Remote Home and Clinic Power Systems
are stand alone DC power systems with multiple solar modules in 12- or 24-volt configurations, charge controller, and a battery bank of deep cycling batteries. The array supplies all the energy needed for a wide variety
of loads, including TV/VCR, radio, ceiling fans, small appliances and tools. Systems can easily expand as budget or load demand increases.
AC/Hybrid Power Systems
When load demand is larger than just a few
light (perhaps at 3 kWh/day or greater), AC loads are more economical, and a DC-AC inverter is included in the system. If load demand is great enough, it often is economical to also include a generator and rectifier in
the system, to allow full operation during severe bad weather and to insure that the battery bank can be fully charged at any time during the year. Ranches and farms, small villages, and large off-grid residential homes
can use such hybrid systems to provide 100% of the power needed, anytime, anywhere.
Grid Connected Systems
In urban centers with well established utility grid
systems, reliable electric power can still be a problem. There may be intermittent grid brown-outs or shortages that are very disruptive to business, food storage and security. Grid connected pv systems can be designed
to operate with batteries in a UPS (uninterruptable power supply) type mode, so that in case of prolonged utility outage, the pv modules and batteries operate all the AC loads.

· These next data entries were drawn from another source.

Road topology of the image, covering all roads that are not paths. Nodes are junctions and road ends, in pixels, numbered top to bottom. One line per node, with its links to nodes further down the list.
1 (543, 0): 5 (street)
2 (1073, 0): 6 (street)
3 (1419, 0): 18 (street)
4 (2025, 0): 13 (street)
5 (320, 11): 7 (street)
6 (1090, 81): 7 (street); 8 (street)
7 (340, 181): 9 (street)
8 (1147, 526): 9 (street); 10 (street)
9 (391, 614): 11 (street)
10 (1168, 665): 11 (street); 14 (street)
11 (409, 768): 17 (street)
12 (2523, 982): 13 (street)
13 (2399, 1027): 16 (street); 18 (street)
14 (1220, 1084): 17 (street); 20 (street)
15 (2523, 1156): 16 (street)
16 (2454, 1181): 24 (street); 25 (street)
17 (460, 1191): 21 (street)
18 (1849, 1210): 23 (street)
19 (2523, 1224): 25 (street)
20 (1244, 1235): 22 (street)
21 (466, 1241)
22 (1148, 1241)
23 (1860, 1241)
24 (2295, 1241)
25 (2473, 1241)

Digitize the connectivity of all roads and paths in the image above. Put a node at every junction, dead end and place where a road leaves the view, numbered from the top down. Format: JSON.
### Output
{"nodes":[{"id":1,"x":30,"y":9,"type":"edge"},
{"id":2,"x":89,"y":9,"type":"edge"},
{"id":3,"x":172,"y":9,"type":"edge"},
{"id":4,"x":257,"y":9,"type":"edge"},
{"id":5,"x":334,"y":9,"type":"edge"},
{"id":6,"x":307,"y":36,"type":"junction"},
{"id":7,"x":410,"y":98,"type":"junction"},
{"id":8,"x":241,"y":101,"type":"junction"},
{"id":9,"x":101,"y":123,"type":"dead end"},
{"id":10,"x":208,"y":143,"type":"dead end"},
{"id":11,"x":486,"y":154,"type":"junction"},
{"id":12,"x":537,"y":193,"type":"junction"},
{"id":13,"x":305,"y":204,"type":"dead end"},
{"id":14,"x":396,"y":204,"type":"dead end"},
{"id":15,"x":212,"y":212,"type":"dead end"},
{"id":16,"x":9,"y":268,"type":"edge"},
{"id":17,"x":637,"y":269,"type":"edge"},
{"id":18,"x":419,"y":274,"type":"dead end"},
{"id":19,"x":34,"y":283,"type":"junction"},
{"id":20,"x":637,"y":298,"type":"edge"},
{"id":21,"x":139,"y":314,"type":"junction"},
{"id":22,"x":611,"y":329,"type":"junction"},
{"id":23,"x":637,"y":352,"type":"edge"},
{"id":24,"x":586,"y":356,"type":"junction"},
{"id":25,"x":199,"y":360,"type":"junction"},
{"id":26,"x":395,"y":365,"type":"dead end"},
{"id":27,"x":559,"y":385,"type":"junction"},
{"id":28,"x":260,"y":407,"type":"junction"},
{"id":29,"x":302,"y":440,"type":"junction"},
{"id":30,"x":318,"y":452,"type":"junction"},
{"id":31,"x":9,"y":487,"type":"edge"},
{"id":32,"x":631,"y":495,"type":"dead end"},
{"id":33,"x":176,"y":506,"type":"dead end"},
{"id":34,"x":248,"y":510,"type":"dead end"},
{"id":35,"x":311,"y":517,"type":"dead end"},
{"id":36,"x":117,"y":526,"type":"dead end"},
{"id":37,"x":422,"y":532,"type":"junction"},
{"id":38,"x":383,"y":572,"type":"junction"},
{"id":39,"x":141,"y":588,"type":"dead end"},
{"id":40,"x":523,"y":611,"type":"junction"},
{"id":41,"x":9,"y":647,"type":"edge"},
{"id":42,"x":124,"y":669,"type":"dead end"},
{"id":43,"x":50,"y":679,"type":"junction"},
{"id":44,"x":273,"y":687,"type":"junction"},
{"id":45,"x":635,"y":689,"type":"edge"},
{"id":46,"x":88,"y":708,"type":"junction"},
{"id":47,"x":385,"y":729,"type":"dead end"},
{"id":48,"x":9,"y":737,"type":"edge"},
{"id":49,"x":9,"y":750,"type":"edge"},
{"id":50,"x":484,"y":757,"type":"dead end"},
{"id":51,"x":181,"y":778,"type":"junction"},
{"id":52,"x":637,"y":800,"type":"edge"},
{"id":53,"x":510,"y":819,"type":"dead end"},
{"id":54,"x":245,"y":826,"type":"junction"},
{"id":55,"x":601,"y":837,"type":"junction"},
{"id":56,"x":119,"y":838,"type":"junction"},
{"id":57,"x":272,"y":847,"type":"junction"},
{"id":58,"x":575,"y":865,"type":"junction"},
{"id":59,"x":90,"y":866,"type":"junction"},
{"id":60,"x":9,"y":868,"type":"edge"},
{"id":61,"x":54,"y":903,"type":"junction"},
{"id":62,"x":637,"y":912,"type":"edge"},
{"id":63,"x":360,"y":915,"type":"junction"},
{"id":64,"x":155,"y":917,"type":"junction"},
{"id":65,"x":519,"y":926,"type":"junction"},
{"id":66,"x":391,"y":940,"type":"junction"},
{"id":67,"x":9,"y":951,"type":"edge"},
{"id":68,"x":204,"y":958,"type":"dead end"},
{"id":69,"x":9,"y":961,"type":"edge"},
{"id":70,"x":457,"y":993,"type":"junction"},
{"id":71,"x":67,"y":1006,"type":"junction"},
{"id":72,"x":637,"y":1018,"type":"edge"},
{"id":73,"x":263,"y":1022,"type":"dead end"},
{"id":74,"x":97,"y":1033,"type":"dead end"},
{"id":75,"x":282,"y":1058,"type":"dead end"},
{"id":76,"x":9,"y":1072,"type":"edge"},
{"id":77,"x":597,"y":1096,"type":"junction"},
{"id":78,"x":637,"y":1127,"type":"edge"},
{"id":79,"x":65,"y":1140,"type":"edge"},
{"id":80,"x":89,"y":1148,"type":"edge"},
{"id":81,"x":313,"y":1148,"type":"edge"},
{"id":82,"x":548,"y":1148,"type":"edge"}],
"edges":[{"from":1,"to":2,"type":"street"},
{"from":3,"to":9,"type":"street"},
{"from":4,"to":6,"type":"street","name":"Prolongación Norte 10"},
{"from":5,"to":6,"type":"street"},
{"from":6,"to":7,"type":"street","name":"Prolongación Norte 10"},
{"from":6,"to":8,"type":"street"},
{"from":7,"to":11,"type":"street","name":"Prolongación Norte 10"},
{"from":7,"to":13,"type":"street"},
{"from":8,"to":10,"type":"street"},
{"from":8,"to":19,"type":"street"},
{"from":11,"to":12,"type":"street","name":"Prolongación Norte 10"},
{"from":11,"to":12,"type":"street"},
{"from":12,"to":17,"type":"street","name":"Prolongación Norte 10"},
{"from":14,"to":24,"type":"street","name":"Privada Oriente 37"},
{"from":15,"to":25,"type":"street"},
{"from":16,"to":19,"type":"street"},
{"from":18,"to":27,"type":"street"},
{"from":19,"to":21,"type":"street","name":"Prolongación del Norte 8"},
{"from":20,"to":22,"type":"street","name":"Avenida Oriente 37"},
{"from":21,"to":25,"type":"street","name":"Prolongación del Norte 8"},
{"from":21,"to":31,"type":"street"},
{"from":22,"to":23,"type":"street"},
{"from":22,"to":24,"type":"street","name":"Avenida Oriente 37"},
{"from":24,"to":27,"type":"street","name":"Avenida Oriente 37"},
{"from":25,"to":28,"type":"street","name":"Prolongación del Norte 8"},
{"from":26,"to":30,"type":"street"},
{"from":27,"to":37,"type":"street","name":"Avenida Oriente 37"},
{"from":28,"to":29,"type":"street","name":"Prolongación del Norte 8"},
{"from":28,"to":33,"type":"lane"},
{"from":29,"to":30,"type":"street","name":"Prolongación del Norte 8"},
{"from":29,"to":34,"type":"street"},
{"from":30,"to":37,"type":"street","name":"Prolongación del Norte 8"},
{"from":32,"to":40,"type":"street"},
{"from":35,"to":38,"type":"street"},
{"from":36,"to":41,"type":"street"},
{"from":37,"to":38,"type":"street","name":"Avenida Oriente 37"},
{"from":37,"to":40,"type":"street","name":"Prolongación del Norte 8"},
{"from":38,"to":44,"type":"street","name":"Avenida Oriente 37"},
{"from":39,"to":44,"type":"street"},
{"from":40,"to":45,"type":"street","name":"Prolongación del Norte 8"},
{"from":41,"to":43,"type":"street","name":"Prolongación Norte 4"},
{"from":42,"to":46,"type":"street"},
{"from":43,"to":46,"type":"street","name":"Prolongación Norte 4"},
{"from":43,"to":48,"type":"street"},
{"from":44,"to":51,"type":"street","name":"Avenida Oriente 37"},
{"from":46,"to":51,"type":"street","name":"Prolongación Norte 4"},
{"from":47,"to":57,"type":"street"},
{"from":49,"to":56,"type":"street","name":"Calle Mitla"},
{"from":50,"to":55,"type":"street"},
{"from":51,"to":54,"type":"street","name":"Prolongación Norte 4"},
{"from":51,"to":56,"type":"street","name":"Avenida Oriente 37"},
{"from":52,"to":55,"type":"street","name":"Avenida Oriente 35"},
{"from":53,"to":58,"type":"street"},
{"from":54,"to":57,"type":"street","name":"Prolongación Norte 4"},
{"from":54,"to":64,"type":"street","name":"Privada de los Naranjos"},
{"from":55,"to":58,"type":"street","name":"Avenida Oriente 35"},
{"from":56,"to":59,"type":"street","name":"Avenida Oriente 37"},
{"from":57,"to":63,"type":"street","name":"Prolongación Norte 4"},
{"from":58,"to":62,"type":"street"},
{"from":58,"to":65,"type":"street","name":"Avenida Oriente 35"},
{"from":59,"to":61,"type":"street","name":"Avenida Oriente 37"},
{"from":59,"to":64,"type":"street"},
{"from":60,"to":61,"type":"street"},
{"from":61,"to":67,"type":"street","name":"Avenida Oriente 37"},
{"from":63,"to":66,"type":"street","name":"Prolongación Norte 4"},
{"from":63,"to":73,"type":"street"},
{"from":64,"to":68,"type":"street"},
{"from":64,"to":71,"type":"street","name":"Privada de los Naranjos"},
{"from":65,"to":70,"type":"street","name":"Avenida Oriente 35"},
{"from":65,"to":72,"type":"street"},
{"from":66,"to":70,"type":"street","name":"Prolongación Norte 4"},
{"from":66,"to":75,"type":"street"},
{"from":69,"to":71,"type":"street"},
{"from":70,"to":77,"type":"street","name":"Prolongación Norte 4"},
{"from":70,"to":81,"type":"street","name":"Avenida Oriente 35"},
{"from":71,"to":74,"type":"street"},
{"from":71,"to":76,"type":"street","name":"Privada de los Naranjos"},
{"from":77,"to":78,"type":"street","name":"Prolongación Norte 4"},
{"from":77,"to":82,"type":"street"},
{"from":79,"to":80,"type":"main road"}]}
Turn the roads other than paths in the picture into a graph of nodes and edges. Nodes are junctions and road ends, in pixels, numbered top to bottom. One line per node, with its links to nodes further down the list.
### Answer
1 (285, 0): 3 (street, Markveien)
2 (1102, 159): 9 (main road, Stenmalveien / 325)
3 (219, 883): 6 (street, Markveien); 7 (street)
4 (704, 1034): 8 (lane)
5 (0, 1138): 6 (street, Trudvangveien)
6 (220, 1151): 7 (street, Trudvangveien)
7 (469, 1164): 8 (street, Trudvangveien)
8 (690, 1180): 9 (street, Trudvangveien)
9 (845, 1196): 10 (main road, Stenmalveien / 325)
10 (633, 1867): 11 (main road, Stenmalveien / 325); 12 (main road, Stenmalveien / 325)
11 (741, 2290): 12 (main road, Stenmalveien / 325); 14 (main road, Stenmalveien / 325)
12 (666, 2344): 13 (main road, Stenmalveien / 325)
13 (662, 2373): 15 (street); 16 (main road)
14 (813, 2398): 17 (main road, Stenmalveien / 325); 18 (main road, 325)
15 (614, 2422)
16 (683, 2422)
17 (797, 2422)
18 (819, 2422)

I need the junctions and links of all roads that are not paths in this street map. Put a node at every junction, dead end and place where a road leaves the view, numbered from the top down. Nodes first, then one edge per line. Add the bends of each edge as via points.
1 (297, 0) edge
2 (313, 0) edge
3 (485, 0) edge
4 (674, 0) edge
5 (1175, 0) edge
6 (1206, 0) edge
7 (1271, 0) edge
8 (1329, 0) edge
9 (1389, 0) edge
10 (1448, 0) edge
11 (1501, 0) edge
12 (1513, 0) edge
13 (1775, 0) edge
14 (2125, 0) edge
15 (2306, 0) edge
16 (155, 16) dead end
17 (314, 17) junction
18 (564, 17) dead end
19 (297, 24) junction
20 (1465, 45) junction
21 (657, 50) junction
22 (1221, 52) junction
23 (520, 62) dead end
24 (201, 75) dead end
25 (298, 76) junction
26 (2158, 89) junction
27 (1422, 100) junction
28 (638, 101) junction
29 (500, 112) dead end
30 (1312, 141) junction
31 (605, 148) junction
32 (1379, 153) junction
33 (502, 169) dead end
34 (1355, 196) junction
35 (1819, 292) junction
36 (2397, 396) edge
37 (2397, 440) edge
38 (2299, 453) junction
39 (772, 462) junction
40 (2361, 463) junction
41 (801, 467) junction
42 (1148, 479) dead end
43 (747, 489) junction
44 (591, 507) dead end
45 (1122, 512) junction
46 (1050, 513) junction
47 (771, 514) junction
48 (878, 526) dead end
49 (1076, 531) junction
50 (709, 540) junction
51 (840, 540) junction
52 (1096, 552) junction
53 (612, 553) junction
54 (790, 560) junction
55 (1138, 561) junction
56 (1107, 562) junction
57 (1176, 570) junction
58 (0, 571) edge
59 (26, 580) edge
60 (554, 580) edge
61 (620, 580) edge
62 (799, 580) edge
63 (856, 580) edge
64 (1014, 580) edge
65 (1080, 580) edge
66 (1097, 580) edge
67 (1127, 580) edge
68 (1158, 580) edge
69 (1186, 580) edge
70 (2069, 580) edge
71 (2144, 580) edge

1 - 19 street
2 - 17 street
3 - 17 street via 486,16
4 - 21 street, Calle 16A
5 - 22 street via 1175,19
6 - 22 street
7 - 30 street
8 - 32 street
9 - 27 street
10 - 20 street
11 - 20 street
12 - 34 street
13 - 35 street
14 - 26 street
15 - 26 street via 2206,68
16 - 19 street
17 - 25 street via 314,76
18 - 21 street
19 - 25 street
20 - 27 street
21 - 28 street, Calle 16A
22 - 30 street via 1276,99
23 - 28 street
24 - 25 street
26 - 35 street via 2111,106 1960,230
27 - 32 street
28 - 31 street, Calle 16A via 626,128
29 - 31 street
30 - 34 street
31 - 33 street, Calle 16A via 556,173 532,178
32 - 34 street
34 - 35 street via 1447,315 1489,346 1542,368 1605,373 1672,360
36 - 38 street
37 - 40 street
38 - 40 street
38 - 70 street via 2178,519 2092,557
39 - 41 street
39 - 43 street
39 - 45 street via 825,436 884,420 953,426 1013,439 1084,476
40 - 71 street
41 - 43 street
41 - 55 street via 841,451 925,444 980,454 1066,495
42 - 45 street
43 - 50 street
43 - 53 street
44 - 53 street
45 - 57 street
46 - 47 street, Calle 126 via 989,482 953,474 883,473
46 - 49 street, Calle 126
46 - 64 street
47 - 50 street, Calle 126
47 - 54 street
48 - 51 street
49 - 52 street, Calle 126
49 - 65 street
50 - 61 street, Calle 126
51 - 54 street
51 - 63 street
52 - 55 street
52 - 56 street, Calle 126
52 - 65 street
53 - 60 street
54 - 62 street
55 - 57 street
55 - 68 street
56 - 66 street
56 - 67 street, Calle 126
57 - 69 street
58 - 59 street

If the urban utility grid is highly
reliable, then grid connected pv systems can be designed to simply work with the grid, producing utility quality AC power that is either consumed by the home or sent on to the grid, giving credit to the home owner to be
applied against the power they consume at night. Such grid interactive systems can reduce daytime demand for utility power, and operate to their maximum exactly when urban grid power is most in demand (for example
during hot summer days when air conditioning is increases). Distributed grid connected systems help reduce greenhouse gasses by directly displacing centrally generated power from coal-fire power plants.